By Chris Rosenblum
crosenbl@centredaily.com
Many are condemned. Few die.
Since Pennsylvania reinstituted capital punishment in the mid-1970s, governors have signed 330 death warrants. But the commonwealth has executed only three prisoners -- two in 1995, both of whom waived their rights to appeal, and one four years later.
Some inmates have died of old age or natural causes. Some sentences have been commuted to life without parole, an option in Pennsylvania capital cases. Six men have been exonerated.
Most have waited, many for more than a decade, while their appeals work their way through state and federal courts. That process, legal experts say, leads to the state's backlog.
"It's not delay for delay's sake," said Thomas Place, who teaches criminal law at Dickinson School of Law. "It's because we have a system of multiple reviews."
Currently, 217 men and five women are confined on death row -- the fourth-largest population among the 38 states with capital punishment. They're held at the State Correctional Institution at Greene, SCI Graterford and, for the women, SCI Muncy. Executions by lethal injection, which replaced the electric chair in 1990, take place at the State Correctional Institution at Rockview.
Pennsylvania's record isn't unique, noted Richard Deiter, executive director of the Death Penalty Information Center, a Washington-based, nonprofit research organization.
California, which leads the country with 657 death-row inmates, has executed 13 prisoners since 1976, including three in the past two years, according to the DPIC. At the other end of the scale with 11 on death row, New Jersey has not executed anyone in 31 years.
Deiter said appeals from Pennsylvania's large death-row population form a "bottleneck" at the state Supreme Court. State and federal judges these days are also taking high-profile exonerations -- many from DNA testing -- into account during reviews, Deiter said.
"That, I think, causes the whole system to slow down, to make sure these mistakes aren't affecting other cases, so there's more scrutiny from the state and federal courts," Deiter said.

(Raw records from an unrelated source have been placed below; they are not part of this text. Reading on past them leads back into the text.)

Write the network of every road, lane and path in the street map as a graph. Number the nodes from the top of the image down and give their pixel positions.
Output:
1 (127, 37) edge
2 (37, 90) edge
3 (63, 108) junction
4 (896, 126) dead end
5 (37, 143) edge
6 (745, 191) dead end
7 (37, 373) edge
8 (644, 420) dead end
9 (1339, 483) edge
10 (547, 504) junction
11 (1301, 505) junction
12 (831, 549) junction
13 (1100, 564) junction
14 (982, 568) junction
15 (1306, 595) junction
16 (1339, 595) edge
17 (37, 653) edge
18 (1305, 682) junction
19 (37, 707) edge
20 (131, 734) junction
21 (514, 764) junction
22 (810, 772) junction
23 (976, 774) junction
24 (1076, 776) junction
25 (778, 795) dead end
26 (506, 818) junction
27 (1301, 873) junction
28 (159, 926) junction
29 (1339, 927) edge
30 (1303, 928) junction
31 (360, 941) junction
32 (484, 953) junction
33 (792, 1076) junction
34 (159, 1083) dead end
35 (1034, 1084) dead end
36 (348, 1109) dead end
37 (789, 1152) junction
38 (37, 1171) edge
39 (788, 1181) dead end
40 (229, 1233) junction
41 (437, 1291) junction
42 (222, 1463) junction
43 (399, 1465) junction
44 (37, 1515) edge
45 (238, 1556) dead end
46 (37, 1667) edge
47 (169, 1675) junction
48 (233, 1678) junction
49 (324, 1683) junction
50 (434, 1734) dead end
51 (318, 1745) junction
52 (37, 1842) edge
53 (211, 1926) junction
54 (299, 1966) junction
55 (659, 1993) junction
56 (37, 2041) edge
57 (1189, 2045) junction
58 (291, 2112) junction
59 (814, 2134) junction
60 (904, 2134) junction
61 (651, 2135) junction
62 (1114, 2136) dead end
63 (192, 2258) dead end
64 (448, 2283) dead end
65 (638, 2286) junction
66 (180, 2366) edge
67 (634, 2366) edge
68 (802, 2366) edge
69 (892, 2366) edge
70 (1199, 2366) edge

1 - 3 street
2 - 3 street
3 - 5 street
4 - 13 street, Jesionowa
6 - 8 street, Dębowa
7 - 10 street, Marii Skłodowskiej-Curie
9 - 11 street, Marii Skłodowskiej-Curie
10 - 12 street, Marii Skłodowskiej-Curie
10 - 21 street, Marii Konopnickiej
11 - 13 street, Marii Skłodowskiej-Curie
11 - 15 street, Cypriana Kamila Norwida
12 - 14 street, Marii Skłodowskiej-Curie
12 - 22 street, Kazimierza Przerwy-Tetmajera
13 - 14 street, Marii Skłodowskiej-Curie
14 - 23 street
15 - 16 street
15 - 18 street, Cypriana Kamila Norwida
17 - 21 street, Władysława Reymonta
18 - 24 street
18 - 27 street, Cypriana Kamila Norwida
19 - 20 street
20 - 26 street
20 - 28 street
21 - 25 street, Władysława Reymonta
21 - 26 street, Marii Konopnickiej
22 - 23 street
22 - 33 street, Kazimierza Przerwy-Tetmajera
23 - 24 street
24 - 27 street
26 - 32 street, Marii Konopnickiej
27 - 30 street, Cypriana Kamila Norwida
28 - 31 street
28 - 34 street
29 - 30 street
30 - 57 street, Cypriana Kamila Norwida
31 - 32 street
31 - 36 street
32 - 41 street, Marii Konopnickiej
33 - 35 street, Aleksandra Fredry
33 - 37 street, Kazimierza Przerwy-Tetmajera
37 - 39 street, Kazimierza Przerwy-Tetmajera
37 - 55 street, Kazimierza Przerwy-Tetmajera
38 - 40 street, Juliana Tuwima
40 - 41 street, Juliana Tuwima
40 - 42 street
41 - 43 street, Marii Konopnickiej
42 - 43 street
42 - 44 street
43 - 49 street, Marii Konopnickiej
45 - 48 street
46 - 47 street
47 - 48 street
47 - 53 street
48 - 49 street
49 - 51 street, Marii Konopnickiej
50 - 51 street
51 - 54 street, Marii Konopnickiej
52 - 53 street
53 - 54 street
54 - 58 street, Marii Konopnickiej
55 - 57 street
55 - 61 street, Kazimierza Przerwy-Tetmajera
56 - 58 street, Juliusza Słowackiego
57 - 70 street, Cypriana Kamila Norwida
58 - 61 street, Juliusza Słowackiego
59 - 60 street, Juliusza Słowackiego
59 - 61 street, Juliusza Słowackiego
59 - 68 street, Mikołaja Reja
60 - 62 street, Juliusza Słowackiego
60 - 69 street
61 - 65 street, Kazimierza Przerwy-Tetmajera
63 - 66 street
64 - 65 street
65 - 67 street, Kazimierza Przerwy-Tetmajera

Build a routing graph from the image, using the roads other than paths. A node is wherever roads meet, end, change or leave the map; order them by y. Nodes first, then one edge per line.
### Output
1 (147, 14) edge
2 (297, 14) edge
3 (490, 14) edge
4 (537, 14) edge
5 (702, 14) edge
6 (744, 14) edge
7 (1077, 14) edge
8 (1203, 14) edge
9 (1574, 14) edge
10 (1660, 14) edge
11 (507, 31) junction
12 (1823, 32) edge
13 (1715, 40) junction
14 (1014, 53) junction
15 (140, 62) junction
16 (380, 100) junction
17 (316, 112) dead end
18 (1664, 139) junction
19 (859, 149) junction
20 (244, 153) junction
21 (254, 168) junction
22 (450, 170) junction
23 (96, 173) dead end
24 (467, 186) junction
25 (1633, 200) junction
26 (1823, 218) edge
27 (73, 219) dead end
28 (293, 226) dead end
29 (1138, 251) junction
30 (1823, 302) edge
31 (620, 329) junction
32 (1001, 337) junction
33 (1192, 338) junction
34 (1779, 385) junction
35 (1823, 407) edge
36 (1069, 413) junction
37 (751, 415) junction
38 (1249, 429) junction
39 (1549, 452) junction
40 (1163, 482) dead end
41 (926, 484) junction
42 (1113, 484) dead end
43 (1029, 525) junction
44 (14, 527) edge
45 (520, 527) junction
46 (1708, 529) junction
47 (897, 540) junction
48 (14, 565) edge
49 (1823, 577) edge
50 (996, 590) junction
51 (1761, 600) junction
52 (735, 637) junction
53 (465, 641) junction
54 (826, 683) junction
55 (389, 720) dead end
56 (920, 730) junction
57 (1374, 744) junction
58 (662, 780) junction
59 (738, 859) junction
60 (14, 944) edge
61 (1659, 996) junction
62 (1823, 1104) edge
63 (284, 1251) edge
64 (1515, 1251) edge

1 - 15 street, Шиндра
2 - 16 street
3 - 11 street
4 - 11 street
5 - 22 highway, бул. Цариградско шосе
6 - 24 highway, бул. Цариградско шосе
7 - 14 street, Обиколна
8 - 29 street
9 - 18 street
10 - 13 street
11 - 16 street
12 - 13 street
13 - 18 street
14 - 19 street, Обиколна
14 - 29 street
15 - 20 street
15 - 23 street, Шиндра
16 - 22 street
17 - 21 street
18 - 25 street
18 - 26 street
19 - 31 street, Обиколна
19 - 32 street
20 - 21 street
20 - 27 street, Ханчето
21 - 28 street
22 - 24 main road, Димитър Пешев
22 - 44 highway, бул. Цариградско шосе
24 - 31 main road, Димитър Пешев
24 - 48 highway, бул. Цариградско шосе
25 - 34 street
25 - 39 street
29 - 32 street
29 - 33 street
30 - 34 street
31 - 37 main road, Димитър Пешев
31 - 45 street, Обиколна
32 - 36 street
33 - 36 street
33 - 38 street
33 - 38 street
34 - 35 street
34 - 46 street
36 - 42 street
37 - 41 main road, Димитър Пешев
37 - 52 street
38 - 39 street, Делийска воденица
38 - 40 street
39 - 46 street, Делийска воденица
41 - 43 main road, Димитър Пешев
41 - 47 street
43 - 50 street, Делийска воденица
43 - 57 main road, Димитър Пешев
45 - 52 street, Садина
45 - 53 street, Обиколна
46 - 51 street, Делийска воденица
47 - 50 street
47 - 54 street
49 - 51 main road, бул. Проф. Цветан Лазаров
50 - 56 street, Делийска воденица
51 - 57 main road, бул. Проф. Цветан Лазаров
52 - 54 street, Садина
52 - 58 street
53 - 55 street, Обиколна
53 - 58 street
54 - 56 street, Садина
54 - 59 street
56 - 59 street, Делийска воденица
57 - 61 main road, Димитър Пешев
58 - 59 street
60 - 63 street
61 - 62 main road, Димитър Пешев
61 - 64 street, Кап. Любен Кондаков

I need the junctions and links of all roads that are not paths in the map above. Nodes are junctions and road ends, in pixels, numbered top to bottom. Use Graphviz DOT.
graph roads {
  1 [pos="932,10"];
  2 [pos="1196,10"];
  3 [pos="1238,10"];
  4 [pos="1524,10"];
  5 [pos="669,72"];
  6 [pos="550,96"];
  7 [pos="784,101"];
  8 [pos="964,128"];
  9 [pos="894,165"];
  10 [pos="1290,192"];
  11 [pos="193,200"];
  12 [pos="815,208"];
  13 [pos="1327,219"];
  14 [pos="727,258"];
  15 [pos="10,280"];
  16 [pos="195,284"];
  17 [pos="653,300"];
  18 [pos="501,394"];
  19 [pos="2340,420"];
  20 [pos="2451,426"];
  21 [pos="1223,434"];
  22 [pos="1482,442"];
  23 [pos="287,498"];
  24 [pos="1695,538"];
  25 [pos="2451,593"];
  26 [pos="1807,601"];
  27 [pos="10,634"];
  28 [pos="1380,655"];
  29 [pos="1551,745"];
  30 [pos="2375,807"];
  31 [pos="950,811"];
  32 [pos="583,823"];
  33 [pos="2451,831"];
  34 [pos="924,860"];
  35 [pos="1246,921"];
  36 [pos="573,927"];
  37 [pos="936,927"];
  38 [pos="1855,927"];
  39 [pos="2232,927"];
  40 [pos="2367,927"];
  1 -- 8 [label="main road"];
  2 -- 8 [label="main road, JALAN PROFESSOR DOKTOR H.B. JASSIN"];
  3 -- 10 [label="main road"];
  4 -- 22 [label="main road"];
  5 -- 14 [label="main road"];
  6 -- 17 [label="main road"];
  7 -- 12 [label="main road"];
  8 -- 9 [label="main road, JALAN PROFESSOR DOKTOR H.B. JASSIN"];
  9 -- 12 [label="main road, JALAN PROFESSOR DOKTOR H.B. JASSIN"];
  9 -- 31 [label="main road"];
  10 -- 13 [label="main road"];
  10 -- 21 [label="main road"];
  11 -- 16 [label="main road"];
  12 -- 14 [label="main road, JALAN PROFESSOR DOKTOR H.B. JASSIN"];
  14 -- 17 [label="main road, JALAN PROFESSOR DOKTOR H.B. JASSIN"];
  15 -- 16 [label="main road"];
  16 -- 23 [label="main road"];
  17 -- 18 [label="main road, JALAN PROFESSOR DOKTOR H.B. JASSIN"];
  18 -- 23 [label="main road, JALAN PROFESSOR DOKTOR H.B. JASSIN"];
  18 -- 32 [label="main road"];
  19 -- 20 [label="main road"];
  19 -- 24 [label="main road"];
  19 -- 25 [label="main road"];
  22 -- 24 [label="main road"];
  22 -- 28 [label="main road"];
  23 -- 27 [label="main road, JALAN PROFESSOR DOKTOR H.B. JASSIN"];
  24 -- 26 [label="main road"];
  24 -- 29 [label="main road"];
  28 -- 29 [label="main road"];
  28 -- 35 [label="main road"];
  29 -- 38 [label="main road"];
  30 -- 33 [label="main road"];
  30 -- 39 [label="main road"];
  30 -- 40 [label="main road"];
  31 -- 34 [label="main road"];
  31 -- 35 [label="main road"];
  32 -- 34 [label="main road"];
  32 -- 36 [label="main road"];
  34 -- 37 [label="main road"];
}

Nationally, death sentences have decreased by about 60 percent since 1999, with only six states carrying out more than one execution last year, and none more than five, according to the DPIC.
In contrast, Texas put to death 19 in 2005 and 24 last year. It has 392 death-row inmates, and since 1976, has had 381 executions -- tops in the country.
Like their Texan counterparts, Pennsylvania governors have signed death warrants. Gov. Ed Rendell has inked 63, second only to Tom Ridge's 220 during the late 1990s. But one difference comes down to timing, Deiter said.
Texas sets a date for execution once the federal appeals process is exhausted, Deiter said. Pennsylvania, on the other hand, proceeds when state appeals conclude,leading to stays of executionto allow for further review up to the U.S. Supreme Court.
Issues such as racial bias -- minorities make up a large majority of Pennsylvania death-row inmates but only about a seventh of the state's population -- and inadequate representation may concern Pennsylvania judges more than Texas judges, Deiter said. That may lead to longer deliberations or more cases being returned to trial courts, he said.
"All of that helps slow the process down," he said. "If you have a place like Texas, everybody seems to say it's fine."
From the start, Pennsylvania's capital punishment law generated controversy. The high court, in 1972, ruled that death sentencing under the state's 59-year-old capital punishment statute was unconstitutional.
After the General Assembly resurrected the law with amendments in 1974, over the veto of Gov. Milton Shapp, the court again struck it down three years later. The next year, with another veto from Shapp, lawmakers passed the current statute.
In general, Place said, it must be remembered that appeals of all kinds swamp courts.
"We want our courts to look carefully at every one of these cases, and we don't have a special court for death-penalty cases," he said.
Rendell spokeswoman Kate Philips said capital case appeals are "a very thorough process, and rightfully so."
"Does it take a long time? It certainly does," she said. "It should. Everyone should have the right to DNA testing and every avenue of the courts available."
But William DiMascio, executive director of the Philadelphia Prison Society, a social justice organization that opposes the death penalty, sees a change down the road.
"I think once the appeals have run their course, the state will pretty well have to carry out those executions," he said. "I suspect we'll hit the point where we're doing them all at once. I think that's yet to come."